エキゾチックな王子様顔してるくせに、まるで名探偵みたいな先輩である。
「私はここから東へずっと行ったところにある、スルト帝国の末の皇子、メフト=スルトだ」
マジで皇子様だった。
でも俺の知る限りスルト帝国は、後継者争いがめちゃくちゃ激しい国だ。
それで一時的に国が小さくなることはよくあるけれど、基本的に優秀なものが後を継ぐから、最終的には勢力を盛り返す。
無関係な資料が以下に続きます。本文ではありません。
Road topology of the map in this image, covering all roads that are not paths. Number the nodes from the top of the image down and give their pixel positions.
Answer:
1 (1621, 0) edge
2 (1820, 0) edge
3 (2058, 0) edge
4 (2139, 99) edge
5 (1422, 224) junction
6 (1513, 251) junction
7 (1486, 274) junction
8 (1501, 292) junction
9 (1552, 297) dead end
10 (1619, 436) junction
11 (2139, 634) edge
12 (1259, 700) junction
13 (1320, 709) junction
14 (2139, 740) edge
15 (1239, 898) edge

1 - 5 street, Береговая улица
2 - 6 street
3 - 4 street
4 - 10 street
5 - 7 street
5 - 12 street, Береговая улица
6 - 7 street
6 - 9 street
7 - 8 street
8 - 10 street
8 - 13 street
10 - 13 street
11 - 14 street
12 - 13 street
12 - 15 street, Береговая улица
さらに東にいる国と激しい領土合戦をしているので、プロネウス王国とは比較的友好的な関係を築いている。
少なくとも今のところは。
結構裏切りとか激しいから怖いんだよな。
ただ、若い皇帝が帝位についた後は、ものすごい勢いで版図を広げたりするから、下手に敵対するのもめんどくさいのだ。
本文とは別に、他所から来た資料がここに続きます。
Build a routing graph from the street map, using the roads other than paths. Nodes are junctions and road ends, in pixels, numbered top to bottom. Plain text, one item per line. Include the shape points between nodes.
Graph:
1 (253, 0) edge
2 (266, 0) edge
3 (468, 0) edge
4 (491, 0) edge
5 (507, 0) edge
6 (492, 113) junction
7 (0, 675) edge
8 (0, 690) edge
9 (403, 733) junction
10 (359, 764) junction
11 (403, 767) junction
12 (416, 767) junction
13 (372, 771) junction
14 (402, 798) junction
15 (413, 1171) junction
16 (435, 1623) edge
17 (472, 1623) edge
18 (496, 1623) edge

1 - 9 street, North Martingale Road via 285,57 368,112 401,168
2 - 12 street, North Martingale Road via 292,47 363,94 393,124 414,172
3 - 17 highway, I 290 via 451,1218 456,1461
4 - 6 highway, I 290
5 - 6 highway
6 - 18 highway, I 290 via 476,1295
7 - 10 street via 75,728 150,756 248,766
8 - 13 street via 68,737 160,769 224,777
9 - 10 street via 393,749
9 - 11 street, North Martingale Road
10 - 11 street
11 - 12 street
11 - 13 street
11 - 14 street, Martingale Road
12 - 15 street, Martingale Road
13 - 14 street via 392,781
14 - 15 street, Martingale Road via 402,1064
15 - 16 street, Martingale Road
王国は、いやおそらくほかの周辺国も、できれば内紛でめちゃくちゃ弱って勝手に滅びてくれたらいいのになぁって思ってる。
でも何で今日は名前教えてくれる気になったんだ?
「この間は教えてくれなかったですよね」
「君がどんな人物かわからなかったからね。下手に付き合いをもってめんどくさいことになるのが嫌だった」
「ではなぜ今日は?」
「そこの怖い顔をしている奴が、並外れた堅物であると知っているからだ。君が信じるに値しない人物だとしても、アウダスに関してはそれなりに信をおける」
「ありがとうございます」
やや不満そうな顔をしながらアウダス先輩が礼を言った。
おそらくアウダス先輩よりもさらに年上なんだろう。
「もちろん、勝手に私の名前を出されては困るけれど、そんなことはしないだろうと信じているよ」
メフト先輩はゆっくり優雅に歩み、片腕を上げて挨拶をして、振り返らずに去っていった。
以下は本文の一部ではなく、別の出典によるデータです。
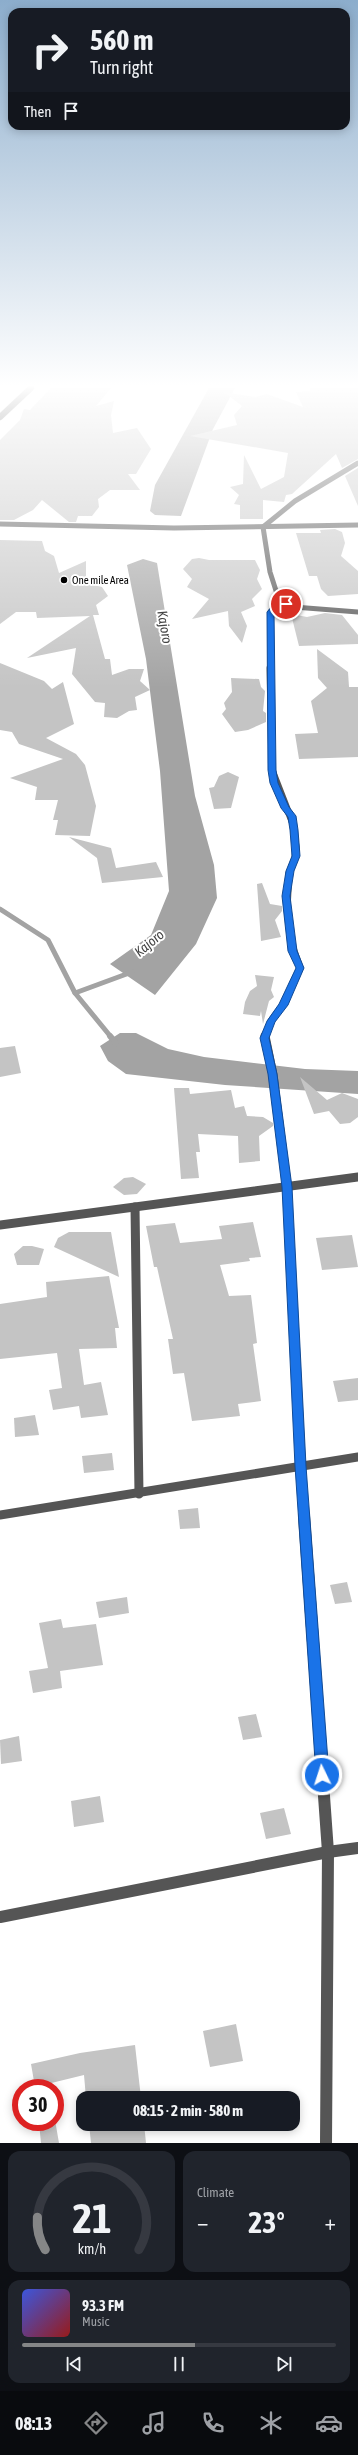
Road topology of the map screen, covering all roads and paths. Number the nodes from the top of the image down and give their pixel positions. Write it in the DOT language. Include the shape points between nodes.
graph roads {
  1 [pos="317,488"];
  2 [pos="0,524"];
  3 [pos="358,525"];
  4 [pos="264,527"];
  5 [pos="279,600"];
  6 [pos="358,612"];
  7 [pos="358,1177"];
  8 [pos="287,1187"];
  9 [pos="136,1207"];
  10 [pos="0,1225"];
  11 [pos="358,1457"];
  12 [pos="300,1466"];
  13 [pos="139,1494"];
  14 [pos="0,1516"];
  15 [pos="358,1848"];
  16 [pos="328,1852"];
  17 [pos="0,1917"];
  18 [pos="326,2143"];
  1 -- 4 [label="street" via="295,501"];
  2 -- 4 [label="street" via="174,528"];
  3 -- 4 [label="street"];
  4 -- 5 [label="street" via="270,572"];
  5 -- 6 [label="street" via="294,607"];
  5 -- 8 [label="street" via="270,612 269,631 272,770 274,783 285,808 292,816 294,830 296,856 290,871 286,896 293,951 300,968 284,1005 271,1021 264,1038 273,1074"];
  7 -- 8 [label="street"];
  8 -- 9 [label="street"];
  8 -- 12 [label="street"];
  9 -- 10 [label="street"];
  9 -- 13 [label="street"];
  11 -- 12 [label="street"];
  12 -- 13 [label="street"];
  12 -- 16 [label="street"];
  13 -- 14 [label="street"];
  15 -- 16 [label="street"];
  16 -- 17 [label="street"];
  16 -- 18 [label="street"];
}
気障な奴だなぁ。でもまぁ、王子様だし似合ってるけど。
「アウダス先輩、4階って変な人が多いですか?」
「答えづらい」
アウダス先輩はこの階ではかなり身分が低い方だ。というか、伯爵家の嫡男である俺よりも身分が高い人も結構いそうだ。早速皇子様だったわけだし。
……ああ、もしかして殿下もこの階に来るのだろうか。
だとしたら少し楽しみだ。
「今日は部屋へ戻ります。先輩も、マッツォ先輩探しとかしないでくださいね」
「そんなくだらないことはしない」
言葉にしたことを破るタイプではなさそうだから、今日のところはマッツォの命も長らえそうだ。
あとは遭遇しないように怯えて暮らすといいだろう。
いや、マッツォ自身は、アウダス先輩がばちぎれているのを知らないから、避けようもないか。
とにかく今日は休もう。
明日こそ女子寮にでも顔を出して、イレインやローズと会っておきたいところだ。
……まぁ、その二人に会うならマリヴェルの顔も見ておきたいところだけど、他の二人と違って、俺と仲良くしたせいでいじめられたりしそうなんだよな、ベルは。
ちょっと変わってるけどいい子だし、迷惑はかけたくない。
どうしたもんかな。
翌朝、日が昇った頃に目を覚ました俺は、ちゃんと身支度をしてしっかりと目を覚ましてから1階へ食事をとりに行く。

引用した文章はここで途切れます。